■ **Records for processing**
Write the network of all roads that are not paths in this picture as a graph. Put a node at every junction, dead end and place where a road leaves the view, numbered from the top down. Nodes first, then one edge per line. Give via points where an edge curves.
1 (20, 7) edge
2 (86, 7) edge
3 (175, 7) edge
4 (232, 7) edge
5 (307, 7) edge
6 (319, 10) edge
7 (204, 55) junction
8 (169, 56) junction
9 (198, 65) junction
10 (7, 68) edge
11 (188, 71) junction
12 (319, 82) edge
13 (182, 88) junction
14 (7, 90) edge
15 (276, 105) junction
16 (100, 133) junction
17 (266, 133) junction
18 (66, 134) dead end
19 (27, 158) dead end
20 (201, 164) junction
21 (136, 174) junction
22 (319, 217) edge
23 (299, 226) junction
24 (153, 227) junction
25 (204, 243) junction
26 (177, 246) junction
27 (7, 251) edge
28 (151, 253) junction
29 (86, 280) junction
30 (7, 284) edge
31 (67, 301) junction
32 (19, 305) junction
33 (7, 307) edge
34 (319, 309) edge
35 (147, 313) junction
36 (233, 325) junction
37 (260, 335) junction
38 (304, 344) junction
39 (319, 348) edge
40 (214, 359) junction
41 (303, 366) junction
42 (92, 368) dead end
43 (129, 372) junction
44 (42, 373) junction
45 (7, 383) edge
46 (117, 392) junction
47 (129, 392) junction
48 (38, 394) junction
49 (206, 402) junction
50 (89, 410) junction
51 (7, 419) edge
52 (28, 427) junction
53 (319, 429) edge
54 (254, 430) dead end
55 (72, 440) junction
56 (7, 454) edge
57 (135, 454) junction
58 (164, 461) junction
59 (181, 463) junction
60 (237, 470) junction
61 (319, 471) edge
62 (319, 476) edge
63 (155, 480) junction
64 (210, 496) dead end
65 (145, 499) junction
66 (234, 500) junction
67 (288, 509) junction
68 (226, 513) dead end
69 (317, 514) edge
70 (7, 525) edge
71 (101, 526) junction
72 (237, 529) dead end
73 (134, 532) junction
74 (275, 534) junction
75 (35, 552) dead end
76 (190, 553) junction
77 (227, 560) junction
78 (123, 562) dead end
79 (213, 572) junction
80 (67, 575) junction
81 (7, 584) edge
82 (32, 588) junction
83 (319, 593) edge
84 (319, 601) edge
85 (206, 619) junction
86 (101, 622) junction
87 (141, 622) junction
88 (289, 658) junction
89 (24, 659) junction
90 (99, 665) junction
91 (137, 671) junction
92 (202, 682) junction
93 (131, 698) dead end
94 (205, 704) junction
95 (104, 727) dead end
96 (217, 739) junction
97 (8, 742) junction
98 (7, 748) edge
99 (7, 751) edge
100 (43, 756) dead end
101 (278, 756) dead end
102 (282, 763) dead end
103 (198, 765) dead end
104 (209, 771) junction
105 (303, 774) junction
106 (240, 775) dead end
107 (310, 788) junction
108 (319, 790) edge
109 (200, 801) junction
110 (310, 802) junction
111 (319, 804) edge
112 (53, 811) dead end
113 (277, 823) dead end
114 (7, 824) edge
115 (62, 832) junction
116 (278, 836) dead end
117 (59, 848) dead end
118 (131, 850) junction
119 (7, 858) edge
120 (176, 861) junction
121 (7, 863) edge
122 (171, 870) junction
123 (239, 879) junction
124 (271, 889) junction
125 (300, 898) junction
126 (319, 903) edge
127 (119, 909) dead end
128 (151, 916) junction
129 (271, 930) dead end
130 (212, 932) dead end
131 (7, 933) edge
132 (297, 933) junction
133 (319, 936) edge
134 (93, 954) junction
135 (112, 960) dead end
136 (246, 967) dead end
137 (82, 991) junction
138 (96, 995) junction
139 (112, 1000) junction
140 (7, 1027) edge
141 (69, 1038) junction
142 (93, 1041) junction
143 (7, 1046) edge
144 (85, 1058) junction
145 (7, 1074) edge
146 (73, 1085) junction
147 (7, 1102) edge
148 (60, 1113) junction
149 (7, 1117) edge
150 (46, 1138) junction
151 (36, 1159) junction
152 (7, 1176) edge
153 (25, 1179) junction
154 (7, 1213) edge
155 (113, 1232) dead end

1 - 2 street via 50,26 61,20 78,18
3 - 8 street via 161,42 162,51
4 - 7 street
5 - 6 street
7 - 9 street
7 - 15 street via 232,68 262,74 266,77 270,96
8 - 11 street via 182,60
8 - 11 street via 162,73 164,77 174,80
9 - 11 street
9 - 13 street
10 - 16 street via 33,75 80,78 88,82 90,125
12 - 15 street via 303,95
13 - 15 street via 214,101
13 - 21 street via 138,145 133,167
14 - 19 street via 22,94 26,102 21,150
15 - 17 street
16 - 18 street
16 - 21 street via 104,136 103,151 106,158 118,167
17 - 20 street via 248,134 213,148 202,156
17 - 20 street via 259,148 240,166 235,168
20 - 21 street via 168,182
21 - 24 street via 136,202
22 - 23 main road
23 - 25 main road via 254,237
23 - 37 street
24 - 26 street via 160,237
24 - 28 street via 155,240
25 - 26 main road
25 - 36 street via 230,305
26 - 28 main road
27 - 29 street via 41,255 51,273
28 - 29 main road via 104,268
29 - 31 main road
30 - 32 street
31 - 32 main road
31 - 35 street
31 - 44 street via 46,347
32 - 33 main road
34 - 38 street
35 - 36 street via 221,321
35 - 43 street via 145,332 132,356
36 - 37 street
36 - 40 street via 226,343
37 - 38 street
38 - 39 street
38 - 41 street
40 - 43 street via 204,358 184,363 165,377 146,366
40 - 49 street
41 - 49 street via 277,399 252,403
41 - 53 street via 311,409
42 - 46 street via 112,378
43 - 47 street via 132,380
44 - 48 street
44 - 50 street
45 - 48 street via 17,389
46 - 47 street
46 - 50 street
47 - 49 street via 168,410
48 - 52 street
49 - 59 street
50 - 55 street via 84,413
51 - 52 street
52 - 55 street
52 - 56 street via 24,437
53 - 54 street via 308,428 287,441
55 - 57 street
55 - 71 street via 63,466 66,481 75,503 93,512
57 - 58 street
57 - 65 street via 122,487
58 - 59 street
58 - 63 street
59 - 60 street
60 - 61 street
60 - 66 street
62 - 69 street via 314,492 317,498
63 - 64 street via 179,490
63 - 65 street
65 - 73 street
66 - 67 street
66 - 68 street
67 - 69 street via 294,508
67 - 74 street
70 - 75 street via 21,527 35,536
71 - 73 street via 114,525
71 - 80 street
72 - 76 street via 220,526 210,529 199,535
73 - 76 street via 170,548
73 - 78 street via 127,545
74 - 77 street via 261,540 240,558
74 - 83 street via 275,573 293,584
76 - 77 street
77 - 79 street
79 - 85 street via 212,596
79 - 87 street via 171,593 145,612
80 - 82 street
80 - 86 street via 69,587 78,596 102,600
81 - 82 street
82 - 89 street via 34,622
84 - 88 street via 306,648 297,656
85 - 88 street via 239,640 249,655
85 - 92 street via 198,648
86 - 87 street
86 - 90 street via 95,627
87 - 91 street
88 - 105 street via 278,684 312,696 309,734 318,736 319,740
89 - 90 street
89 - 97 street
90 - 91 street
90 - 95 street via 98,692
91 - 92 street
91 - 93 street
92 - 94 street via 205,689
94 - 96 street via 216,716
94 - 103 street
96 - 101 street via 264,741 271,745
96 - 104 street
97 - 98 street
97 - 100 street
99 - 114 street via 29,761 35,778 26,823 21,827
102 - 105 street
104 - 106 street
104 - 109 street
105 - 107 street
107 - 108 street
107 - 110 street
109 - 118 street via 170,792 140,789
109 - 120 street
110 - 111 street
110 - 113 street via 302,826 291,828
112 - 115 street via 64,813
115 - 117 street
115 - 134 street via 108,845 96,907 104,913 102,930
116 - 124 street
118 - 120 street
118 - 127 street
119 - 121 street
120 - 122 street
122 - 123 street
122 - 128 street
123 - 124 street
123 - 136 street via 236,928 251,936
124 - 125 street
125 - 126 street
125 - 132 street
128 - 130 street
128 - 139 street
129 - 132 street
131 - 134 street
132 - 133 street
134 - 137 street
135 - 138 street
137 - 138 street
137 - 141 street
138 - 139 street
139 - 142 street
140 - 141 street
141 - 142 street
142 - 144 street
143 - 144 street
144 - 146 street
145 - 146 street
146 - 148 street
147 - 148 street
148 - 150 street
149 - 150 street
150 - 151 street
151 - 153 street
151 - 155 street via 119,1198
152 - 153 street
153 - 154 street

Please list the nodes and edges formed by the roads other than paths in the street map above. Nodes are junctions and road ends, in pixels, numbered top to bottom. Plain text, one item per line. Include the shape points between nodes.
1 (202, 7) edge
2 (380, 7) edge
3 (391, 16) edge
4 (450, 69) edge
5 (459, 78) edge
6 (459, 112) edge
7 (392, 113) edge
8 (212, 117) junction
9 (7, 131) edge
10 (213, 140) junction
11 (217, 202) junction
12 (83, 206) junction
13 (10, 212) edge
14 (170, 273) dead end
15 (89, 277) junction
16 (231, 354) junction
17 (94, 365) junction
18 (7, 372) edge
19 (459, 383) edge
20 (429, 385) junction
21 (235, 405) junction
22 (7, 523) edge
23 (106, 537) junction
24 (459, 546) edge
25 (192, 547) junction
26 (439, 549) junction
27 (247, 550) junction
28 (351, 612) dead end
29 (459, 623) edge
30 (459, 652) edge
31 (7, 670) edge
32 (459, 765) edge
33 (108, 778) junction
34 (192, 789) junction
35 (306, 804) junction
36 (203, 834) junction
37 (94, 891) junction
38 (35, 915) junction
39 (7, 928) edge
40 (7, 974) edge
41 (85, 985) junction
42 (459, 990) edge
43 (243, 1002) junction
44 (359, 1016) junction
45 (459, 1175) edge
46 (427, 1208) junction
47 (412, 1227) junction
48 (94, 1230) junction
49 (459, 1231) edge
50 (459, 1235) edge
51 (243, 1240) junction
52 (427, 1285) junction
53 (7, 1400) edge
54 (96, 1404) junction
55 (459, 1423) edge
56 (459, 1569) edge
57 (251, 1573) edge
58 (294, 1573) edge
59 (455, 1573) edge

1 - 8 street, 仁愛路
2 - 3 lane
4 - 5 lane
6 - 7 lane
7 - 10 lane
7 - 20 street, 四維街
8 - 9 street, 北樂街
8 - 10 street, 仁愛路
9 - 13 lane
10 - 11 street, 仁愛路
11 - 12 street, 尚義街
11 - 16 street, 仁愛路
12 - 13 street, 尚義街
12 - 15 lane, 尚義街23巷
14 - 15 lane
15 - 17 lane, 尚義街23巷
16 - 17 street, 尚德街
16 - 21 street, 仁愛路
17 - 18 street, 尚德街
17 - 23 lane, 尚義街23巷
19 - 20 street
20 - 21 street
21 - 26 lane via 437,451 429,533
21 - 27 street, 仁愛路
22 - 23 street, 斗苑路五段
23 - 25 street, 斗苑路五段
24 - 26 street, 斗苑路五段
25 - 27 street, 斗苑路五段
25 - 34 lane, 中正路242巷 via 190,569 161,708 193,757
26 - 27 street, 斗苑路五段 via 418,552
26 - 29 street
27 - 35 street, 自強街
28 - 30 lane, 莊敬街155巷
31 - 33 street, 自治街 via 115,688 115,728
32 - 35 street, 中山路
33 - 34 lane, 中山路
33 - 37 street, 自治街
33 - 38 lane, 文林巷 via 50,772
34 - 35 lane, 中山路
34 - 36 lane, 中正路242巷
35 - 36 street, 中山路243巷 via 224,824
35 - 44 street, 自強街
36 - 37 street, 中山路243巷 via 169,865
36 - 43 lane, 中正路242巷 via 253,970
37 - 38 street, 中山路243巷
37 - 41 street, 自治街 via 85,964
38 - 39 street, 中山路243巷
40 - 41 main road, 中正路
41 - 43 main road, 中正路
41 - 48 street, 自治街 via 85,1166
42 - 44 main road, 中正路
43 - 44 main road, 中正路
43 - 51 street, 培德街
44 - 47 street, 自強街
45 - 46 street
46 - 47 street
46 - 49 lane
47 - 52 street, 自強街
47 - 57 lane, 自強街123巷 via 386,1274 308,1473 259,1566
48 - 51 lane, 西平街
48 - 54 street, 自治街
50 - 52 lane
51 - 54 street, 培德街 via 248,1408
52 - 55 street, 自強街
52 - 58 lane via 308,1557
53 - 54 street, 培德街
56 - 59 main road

■ **Assigned task**
Find each line in the records that includes the word "roads". Report the total and nothing more.

■ **Reply to the task**
2